Rappelons ici que le Concordat de 1801 est un traité entre la République et la Papauté. Il a été abrogé avec la loi de Séparation de 1905. La République a accepté d’en maintenir certains effets en 1918, avec d’autres dispositions alors en vigueur dans les trois départements recouvrés.
Le Conseil constitutionnel dans une décision fondamentale de 2011 (affaire SOMODIA) a précisé que les dispositions du droit local (dans tous les domaines) restaient provisoires, ne pouvaient pas être étendues à d’autres bénéficiaires, ne pouvaient pas faire l’objet de modifications autres que le rapprochement avec le droit national et, surtout, que les pouvoirs règlementaire ou législatif, selon le cas, pouvaient les supprimer.
Sans vouloir attenter à la dignité de votre fonction, je me dois de vous dire qu’il n’appartient de toute façon pas à l’archevêque de Strasbourg de modifier des dispositions juridiques, même du régime local.
Le 24 février dernier, toujours dans les DNA, vous affirmez que le Concordat est un « système dans lequel l’autorité politique doit respecter l’autorité prophétique de l’Église et l’autorité prophétique de l’Église doit elle aussi respecter l’autorité politique ».

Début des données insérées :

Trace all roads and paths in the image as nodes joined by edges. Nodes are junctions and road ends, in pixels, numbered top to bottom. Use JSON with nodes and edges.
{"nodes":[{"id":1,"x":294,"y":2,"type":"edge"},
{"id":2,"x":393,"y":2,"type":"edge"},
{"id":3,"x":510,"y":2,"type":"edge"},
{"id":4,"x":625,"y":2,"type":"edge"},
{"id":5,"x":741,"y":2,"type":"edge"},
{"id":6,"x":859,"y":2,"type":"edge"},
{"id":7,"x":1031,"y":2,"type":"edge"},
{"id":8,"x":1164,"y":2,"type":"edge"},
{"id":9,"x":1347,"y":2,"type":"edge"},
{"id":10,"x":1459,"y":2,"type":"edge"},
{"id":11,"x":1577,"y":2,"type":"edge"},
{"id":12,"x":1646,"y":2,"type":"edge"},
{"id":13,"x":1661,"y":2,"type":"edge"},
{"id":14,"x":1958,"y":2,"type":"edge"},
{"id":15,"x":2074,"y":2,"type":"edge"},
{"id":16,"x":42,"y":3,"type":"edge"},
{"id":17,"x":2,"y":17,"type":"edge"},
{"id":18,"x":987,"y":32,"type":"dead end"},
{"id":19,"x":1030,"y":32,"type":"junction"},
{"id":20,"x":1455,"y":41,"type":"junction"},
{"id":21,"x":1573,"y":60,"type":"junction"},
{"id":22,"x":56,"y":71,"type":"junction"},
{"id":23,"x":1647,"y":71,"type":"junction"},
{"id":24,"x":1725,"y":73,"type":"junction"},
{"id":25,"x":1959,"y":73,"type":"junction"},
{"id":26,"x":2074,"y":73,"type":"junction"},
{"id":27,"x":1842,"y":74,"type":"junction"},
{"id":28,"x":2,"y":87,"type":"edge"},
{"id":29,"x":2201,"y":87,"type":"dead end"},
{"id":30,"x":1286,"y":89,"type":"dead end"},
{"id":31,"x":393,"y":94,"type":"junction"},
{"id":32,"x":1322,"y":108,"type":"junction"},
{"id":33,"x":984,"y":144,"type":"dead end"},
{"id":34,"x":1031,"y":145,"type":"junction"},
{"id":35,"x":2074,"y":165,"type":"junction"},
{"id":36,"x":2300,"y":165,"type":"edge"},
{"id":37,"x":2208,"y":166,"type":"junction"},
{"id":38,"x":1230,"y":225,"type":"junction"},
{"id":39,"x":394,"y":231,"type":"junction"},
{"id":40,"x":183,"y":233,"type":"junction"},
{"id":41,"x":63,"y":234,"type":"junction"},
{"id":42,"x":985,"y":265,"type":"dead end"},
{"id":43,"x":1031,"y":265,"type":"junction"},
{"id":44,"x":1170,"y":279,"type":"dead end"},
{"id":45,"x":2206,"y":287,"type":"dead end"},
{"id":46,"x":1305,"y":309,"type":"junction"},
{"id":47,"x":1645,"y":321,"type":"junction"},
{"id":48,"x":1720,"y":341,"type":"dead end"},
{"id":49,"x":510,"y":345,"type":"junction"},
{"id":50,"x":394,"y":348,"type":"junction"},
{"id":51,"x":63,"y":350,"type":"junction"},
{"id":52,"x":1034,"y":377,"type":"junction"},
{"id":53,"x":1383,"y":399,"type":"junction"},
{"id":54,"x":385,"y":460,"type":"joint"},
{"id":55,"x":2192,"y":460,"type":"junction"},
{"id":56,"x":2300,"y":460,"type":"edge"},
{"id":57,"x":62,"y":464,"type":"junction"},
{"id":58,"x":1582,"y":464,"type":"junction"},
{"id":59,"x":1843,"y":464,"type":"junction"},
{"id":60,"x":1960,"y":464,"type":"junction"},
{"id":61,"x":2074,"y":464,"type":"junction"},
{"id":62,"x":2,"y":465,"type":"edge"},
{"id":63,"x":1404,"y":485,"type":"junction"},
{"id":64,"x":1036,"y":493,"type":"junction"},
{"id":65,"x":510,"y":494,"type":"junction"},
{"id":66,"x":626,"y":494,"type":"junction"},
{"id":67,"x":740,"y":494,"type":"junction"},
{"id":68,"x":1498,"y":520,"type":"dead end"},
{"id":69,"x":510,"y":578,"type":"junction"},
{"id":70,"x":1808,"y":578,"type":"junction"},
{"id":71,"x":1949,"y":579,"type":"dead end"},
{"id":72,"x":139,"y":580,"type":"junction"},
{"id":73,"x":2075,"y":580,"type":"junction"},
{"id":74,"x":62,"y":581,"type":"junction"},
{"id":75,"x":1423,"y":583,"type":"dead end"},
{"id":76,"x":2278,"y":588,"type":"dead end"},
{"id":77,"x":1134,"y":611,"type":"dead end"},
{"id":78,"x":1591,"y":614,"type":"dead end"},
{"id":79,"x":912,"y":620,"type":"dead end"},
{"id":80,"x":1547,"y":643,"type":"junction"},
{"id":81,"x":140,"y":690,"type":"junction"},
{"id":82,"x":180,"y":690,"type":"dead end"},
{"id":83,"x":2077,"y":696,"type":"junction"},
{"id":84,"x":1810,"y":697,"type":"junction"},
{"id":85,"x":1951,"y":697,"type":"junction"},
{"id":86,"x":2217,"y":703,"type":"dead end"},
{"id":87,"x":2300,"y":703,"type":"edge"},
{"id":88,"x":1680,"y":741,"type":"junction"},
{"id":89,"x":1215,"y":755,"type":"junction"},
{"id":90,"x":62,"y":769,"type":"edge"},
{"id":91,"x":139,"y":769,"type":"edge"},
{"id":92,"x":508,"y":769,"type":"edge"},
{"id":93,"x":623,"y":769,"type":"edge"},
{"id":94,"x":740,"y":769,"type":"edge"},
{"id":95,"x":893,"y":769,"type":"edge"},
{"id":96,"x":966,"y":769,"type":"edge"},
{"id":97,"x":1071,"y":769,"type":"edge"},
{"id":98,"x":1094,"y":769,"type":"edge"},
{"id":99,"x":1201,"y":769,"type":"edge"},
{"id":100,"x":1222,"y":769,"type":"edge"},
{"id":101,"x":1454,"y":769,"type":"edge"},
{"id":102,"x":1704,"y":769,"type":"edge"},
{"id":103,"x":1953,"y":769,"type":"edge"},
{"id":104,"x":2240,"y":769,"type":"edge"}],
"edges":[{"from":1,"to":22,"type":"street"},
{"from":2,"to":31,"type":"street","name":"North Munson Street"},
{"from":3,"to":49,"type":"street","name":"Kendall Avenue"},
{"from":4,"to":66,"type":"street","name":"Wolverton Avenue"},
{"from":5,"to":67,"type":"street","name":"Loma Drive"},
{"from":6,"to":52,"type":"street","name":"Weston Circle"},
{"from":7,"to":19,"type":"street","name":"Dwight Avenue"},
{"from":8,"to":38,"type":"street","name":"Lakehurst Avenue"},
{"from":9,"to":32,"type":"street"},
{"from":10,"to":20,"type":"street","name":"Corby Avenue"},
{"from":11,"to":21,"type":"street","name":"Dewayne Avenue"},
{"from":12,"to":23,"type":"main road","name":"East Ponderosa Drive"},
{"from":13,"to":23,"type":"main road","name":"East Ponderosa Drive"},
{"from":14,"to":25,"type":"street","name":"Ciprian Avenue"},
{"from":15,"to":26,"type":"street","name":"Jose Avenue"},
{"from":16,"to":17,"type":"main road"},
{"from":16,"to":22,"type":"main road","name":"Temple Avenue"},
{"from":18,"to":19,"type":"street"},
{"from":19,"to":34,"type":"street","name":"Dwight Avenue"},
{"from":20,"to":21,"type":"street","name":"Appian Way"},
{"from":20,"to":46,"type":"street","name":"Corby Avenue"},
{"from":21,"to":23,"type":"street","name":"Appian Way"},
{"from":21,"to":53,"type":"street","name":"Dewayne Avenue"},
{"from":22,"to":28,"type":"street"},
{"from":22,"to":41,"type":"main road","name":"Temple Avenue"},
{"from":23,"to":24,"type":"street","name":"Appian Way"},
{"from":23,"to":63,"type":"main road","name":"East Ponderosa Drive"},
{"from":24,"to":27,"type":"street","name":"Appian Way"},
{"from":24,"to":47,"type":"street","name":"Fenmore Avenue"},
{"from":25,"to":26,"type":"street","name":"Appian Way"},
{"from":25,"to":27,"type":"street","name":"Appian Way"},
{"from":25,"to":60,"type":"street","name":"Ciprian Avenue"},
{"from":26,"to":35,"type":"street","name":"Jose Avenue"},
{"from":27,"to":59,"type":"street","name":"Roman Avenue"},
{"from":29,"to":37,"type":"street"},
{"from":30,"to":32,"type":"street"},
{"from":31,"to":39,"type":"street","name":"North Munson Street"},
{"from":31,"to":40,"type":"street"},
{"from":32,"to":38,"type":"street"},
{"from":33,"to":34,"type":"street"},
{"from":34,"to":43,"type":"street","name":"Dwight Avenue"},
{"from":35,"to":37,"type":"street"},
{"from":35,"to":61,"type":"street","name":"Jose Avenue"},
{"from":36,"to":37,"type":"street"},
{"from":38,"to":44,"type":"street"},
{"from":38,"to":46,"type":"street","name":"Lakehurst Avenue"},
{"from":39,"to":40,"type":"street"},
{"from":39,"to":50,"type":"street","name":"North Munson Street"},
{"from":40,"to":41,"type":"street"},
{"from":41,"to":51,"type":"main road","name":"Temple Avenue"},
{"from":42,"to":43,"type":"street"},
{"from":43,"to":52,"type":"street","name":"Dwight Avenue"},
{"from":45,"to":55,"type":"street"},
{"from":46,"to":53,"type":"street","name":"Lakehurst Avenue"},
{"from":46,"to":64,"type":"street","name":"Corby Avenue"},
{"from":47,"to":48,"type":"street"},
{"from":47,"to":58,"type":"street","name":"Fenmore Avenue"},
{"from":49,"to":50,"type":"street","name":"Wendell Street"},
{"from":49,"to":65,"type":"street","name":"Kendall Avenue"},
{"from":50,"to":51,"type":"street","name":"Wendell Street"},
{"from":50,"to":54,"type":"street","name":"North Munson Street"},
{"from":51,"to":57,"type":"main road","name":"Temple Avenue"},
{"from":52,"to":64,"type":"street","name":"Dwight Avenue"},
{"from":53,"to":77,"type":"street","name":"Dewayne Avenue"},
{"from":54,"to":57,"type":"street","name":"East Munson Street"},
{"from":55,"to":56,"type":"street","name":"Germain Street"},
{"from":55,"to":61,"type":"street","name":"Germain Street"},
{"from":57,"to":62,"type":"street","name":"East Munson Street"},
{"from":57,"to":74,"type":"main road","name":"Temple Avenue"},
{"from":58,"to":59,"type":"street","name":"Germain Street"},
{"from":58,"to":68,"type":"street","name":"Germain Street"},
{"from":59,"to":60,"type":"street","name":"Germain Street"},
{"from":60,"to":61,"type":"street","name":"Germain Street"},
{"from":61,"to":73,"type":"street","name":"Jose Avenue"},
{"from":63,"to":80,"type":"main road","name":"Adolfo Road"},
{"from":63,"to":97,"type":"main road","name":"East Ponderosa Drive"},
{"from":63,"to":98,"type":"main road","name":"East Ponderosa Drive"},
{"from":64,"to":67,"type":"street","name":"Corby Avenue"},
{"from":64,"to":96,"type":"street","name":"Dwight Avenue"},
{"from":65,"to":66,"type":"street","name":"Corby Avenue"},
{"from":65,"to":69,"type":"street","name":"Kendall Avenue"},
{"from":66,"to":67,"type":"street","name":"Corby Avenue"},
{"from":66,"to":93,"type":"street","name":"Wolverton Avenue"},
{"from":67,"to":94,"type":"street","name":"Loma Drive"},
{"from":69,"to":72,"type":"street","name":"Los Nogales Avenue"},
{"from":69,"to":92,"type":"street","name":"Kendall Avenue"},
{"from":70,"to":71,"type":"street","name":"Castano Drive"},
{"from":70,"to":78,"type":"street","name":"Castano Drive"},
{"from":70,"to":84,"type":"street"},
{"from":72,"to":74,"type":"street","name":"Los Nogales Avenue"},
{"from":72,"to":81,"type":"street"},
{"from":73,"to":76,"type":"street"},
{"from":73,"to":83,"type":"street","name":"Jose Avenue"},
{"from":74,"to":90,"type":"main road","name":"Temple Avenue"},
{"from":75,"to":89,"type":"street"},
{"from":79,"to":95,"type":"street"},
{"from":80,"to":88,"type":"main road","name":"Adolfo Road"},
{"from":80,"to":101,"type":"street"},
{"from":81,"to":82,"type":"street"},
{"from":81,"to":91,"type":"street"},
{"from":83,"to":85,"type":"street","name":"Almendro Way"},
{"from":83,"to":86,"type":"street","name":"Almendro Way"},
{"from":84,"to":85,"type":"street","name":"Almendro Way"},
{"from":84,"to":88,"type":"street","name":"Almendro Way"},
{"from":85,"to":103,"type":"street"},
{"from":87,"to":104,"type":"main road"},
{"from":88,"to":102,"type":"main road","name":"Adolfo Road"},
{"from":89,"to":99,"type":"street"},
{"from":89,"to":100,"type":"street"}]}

Votre propos fait référence, de manière allusive, aux prophètes de l’Ancien Testament, souvent en conflit ouvert avec les souverains, accusés de ne pas respecter la loi divine…
Pour rester dans le domaine du droit, il convient de revenir aux textes. Je ne vous ferai pas l’injure de penser que vous ne connaissez pas celui du Concordat. Pour les autres lecteurs de cette lettre je joins cependant le texte intégral des 17 articles du traité : ils pourront constater que le Concordat n’aborde en aucune manière ce que vous affirmez dans les propos cités ci-dessus.
Par ailleurs, si le Concordat et ses dispositions annexes devaient, à Dieu ne plaise, être perpétués, je souhaite pour ma part que l’on ne conserve pas uniquement les aspects favorables à l’Église (et aux autres cultes dits reconnus).
Il est utile par exemple de rappeler un texte de l’époque de l’annexion allemande que la République considère semble-t-il toujours en vigueur, puisqu’il a été officiellement traduit et publié dans les Recueils des Actes administratifs des préfectures des trois départements (pour la Moselle, recueil n° 113 du 29 août 2013).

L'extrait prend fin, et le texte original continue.